Official statistics: The impact of COVID-19 on access to dental care
Based on the findings of the 2021 decennial Adult Oral Health Survey, the Office for Health Improvement and Disparities (OHID) found that during the first year of the pandemic only 43% of those who reported toothache or other pain reported receiving complete professional treatment. 19% received temporary treatment, 23% were given advice on how to manage the problem on their own, 25% received a prescription for antibiotics and 11% received no professional treatment or advice.
Those in the poorest communities suffered the most, with 24% of those in the most affluent communities reporting toothache or other oral pain, compared to 41% in the most deprived.
Dentist leaders stress England's oral health gap will inevitably widen as a result of ongoing access challenges. BBC research in August 2022 reported 9 in 10 practices were unable to take on new adult NHS patients. Over 47m NHS dental appointments have been lost since lockdown in England alone.

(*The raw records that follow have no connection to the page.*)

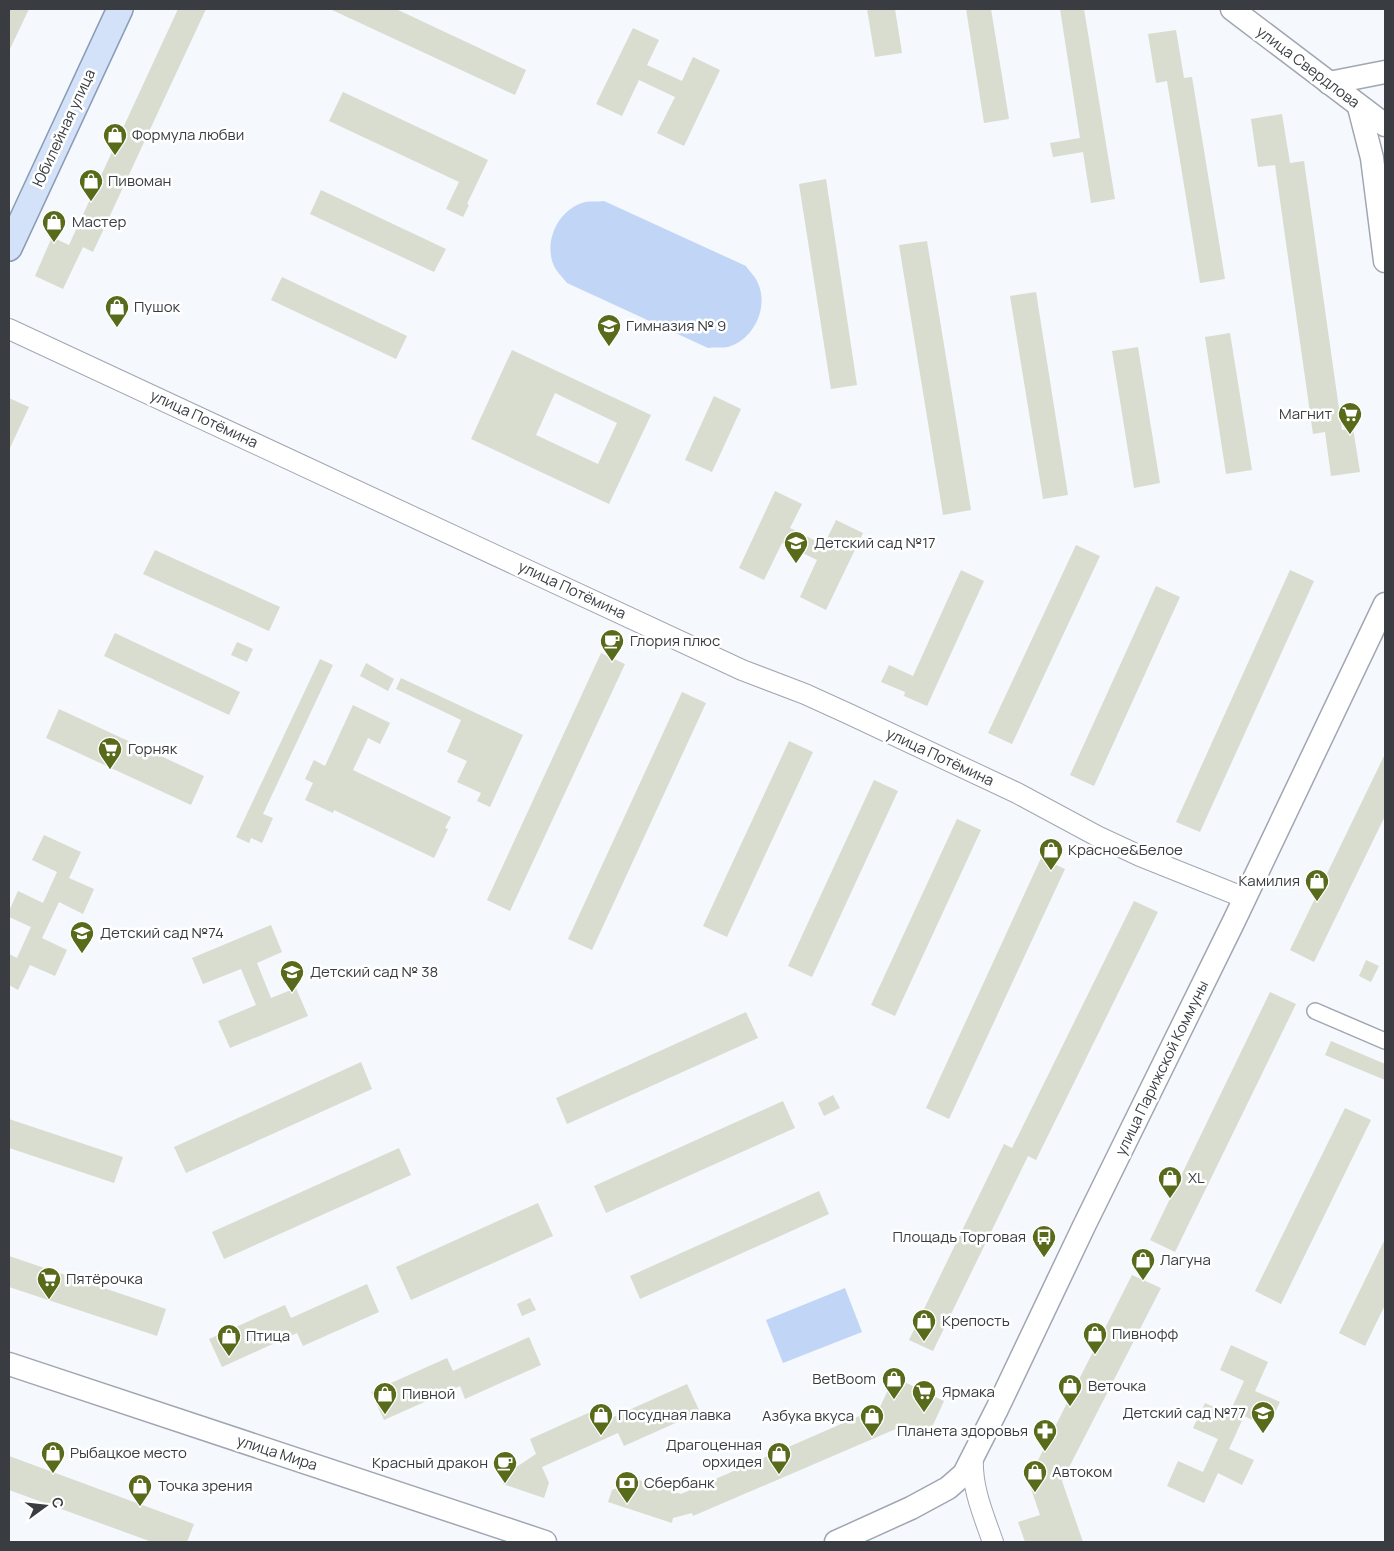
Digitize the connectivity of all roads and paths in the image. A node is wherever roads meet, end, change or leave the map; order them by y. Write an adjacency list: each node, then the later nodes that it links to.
1 (120, 9): 9 (main road, Юбилейная улица)
2 (1232, 9): 4 (main road, улица Свердлова)
3 (1385, 72): 4 (main road)
4 (1329, 83): 5 (main road, улица Свердлова)
5 (1359, 107): 6 (main road, улица Свердлова); 8 (main road)
6 (1385, 126)
7 (1385, 190): 8 (main road)
8 (1379, 219): 10 (main road)
9 (9, 248)
10 (1385, 261)
11 (9, 328): 13 (street, улица Потёмина)
12 (1385, 604): 13 (main road, улица Парижской Коммуны)
13 (1245, 898): 17 (main road, улица Парижской Коммуны)
14 (1315, 1011): 15 (street)
15 (1385, 1041)
16 (9, 1364): 18 (main road, улица Мира)
17 (973, 1456): 19 (main road, улица Парижской Коммуны); 20 (street)
18 (545, 1542)
19 (836, 1542)
20 (993, 1542)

The Health and Social Care Committee has just launched an inquiry into access problems in NHS dentistry. Ministers recently announced minor tweaks to the discredited NHS dental contract fuelling the current crisis, without a penny of new investment attached. The system continues to put government targets ahead of patient care, and funds services for barely half the population.
The number of dentists delivering NHS care in England has fallen to 2017/18 levels, and BDA surveys suggest that for every dentist leaving the NHS since lockdown, 10 have reduced their NHS commitment by significant amounts. This exodus from the NHS will have a major and lasting impact on patients' ability to access NHS dentistry, with every vacancy that goes unfilled translating into thousands of patients missing out on care.
British Dental Association Chair Eddie Crouch said:
"These access problems are still with us. Political choices mean they are set to become the norm, as dentists walk away from a broken, underfunded system.
"NHS dentistry can be saved, but we're yet to see evidence government has the ambition to do so.
"Decades of progress in the nation's oral health risk going into reverse. If Ministers fail to turn the page the price will be paid in our poorest communities."